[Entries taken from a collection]
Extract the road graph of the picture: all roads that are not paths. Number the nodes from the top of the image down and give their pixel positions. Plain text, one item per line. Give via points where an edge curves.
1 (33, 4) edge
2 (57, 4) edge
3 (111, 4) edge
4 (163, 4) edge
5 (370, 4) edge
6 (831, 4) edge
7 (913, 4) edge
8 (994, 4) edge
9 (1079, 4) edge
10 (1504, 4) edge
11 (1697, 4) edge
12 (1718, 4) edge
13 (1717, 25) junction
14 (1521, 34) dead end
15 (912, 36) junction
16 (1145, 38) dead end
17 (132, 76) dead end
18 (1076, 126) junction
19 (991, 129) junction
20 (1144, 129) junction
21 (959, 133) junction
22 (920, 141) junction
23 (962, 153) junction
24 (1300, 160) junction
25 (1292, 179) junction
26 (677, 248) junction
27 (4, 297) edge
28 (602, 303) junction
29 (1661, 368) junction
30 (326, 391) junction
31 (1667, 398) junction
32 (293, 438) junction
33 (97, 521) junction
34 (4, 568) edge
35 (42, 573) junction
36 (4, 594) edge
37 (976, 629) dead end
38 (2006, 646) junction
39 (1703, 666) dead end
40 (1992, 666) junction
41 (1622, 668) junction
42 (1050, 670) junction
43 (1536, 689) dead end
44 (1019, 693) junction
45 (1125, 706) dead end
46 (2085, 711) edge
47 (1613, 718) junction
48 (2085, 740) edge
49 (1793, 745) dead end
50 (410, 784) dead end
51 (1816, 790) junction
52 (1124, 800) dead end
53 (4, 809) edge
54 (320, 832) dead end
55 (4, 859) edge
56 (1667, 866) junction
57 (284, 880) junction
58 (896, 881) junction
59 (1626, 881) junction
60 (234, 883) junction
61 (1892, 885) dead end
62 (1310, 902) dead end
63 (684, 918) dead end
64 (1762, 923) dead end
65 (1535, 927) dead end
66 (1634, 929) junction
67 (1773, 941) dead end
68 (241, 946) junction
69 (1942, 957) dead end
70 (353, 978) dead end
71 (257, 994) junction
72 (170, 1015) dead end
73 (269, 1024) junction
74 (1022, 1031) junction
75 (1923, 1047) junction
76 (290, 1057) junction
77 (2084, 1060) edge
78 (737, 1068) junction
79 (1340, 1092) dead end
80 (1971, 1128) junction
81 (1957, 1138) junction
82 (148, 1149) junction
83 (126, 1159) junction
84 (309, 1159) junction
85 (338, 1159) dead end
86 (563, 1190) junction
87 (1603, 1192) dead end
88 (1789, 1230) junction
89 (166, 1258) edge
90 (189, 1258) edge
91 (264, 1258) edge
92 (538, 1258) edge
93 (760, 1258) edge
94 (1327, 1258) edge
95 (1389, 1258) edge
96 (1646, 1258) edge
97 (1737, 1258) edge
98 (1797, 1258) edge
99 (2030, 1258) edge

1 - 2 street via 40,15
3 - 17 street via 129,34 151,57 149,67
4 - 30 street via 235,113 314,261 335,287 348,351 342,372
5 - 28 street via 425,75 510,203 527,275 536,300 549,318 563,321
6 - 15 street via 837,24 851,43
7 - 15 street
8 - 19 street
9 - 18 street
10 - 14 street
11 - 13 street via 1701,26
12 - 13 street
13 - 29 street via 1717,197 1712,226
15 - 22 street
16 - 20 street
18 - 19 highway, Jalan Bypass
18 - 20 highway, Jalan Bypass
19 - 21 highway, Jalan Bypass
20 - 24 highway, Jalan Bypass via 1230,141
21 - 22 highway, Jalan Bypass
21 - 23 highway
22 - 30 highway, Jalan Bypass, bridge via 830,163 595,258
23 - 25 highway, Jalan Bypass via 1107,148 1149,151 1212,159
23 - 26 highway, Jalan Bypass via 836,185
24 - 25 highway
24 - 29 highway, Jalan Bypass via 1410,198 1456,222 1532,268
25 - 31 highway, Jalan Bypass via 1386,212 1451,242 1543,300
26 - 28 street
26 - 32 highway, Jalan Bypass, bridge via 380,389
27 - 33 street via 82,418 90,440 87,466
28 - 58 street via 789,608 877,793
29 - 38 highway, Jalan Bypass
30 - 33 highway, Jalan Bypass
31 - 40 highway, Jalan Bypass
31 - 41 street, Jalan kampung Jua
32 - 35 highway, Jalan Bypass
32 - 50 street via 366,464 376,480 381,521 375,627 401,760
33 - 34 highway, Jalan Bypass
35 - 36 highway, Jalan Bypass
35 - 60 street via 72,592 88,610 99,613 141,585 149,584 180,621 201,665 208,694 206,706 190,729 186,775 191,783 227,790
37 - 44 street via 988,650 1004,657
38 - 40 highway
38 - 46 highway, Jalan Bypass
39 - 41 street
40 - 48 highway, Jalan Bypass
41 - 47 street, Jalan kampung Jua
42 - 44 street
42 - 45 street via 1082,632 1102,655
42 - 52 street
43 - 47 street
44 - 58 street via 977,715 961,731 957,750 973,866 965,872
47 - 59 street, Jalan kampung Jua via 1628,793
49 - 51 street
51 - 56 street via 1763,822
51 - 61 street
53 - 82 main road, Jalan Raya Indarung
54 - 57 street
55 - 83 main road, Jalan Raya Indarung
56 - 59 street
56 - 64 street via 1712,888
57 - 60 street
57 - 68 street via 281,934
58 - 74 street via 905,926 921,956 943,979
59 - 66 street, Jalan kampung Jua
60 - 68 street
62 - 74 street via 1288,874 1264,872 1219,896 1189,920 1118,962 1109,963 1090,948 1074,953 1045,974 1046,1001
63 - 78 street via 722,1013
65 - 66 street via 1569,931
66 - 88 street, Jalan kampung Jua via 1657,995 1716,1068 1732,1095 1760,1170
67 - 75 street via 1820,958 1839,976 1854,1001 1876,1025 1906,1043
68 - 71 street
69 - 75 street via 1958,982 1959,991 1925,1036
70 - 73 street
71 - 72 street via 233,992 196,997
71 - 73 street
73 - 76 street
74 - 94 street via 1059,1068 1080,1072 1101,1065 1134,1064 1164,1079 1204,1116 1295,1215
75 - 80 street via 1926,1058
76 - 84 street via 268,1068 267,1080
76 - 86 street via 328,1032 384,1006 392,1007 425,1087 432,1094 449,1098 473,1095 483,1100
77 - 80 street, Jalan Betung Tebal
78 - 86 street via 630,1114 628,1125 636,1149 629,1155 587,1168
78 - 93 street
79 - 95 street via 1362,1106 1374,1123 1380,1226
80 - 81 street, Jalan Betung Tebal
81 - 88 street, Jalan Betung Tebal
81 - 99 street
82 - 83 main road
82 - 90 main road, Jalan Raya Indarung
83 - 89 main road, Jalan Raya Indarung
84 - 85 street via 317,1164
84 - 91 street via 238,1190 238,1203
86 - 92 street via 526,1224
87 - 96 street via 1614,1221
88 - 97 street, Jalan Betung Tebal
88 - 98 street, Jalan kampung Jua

* * *

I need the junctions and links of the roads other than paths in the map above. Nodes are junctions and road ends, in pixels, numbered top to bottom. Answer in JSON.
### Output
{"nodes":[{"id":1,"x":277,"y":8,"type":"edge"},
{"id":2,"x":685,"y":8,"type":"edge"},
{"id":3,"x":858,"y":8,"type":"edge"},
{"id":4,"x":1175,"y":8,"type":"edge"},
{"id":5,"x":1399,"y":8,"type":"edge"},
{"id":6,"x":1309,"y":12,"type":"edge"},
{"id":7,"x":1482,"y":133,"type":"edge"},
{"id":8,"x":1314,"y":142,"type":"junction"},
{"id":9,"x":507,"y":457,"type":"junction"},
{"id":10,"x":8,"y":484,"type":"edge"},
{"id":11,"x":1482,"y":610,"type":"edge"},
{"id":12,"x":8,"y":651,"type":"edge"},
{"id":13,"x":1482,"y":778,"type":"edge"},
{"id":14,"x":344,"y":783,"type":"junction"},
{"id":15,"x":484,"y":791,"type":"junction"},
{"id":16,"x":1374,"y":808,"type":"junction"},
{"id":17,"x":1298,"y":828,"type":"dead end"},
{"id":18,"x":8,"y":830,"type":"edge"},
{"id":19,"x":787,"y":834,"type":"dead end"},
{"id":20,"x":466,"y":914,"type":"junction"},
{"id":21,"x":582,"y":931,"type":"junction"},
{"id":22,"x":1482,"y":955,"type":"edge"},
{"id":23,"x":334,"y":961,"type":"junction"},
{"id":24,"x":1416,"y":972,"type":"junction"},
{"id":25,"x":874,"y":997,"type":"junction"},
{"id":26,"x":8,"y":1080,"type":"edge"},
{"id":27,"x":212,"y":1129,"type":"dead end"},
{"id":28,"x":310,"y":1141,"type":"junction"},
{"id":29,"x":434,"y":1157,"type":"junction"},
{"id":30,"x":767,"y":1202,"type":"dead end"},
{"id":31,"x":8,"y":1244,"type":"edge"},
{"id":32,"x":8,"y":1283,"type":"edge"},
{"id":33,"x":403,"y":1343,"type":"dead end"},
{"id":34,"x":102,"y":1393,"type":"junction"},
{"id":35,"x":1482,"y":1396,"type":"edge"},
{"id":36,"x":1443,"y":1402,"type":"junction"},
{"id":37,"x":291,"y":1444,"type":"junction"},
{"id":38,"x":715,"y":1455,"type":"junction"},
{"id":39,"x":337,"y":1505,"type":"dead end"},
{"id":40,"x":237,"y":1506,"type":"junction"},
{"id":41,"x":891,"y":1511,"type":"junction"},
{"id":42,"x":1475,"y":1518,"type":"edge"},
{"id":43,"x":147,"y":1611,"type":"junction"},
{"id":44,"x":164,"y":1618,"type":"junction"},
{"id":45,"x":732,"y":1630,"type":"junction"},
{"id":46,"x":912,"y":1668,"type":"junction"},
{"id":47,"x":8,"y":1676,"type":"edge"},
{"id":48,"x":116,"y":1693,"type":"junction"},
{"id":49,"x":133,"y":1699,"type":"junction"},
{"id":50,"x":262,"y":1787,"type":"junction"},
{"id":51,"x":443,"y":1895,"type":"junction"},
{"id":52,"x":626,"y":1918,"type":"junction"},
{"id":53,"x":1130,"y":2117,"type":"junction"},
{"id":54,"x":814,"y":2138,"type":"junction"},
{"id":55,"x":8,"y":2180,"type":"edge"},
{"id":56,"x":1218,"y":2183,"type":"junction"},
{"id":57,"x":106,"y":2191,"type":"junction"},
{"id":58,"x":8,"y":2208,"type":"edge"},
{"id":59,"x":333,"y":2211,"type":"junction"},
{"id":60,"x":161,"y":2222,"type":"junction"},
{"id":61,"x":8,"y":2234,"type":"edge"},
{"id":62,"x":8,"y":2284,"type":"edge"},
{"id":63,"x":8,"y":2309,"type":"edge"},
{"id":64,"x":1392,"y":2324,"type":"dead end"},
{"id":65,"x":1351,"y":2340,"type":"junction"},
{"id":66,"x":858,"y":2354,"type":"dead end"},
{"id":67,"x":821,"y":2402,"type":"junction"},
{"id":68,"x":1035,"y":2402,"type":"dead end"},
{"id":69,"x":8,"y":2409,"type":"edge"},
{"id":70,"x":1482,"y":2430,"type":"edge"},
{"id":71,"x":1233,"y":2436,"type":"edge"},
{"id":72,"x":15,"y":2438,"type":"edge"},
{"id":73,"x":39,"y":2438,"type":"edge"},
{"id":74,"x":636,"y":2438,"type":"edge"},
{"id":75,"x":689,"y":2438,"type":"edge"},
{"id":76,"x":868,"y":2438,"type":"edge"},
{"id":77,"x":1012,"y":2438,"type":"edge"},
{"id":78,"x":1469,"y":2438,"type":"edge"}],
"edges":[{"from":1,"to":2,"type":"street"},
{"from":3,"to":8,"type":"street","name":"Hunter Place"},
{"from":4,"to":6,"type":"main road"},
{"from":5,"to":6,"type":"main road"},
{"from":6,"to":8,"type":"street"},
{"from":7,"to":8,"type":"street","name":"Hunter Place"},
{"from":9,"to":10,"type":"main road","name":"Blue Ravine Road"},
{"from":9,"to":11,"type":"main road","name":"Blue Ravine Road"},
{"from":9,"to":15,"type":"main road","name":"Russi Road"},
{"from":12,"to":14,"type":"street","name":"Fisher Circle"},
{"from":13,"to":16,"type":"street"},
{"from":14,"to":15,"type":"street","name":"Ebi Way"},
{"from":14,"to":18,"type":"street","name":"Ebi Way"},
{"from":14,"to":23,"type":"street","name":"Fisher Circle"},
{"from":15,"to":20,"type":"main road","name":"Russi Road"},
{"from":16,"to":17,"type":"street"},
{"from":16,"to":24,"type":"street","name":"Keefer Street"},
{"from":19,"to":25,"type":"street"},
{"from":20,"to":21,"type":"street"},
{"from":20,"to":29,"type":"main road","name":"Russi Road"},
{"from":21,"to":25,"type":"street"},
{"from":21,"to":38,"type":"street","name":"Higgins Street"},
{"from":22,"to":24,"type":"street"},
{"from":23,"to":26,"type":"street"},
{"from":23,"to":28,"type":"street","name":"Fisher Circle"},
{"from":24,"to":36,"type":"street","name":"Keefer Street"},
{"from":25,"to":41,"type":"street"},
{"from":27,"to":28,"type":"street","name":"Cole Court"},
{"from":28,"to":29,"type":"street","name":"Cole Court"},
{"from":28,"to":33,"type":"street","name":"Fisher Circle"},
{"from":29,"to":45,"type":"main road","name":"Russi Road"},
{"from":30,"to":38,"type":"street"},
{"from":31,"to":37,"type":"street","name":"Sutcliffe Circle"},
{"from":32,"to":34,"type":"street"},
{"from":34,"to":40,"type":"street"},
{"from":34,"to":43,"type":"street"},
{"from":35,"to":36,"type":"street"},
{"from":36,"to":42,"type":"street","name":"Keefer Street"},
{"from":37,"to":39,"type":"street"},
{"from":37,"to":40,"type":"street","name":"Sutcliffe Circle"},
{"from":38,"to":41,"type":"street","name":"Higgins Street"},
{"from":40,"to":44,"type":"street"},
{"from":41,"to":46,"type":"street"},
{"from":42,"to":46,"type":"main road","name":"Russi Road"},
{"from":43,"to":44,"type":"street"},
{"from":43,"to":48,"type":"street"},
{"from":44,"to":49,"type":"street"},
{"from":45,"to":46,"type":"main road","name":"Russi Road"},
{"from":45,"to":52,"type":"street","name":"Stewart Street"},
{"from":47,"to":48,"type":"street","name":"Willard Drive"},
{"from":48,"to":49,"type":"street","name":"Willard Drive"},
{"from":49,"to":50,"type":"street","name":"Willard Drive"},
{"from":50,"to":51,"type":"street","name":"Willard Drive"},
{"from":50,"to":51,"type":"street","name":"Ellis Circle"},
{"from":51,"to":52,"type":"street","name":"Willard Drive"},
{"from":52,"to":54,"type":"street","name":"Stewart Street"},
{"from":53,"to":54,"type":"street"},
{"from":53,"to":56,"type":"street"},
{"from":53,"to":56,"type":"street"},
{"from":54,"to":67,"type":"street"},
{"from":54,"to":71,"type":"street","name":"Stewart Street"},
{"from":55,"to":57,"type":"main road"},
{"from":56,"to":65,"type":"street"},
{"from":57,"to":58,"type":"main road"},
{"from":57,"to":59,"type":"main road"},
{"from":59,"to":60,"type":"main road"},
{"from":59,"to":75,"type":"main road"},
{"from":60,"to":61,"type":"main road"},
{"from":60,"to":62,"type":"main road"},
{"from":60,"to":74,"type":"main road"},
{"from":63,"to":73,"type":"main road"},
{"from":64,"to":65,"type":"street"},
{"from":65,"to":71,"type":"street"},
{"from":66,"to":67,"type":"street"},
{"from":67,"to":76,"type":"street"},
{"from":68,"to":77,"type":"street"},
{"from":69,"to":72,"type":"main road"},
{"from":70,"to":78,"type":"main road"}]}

* **Task item**
Every line above with the string "Keefer" in it should be copied into the answer.

* **Result**
{"from":16,"to":24,"type":"street","name":"Keefer Street"},
{"from":24,"to":36,"type":"street","name":"Keefer Street"},
{"from":36,"to":42,"type":"street","name":"Keefer Street"},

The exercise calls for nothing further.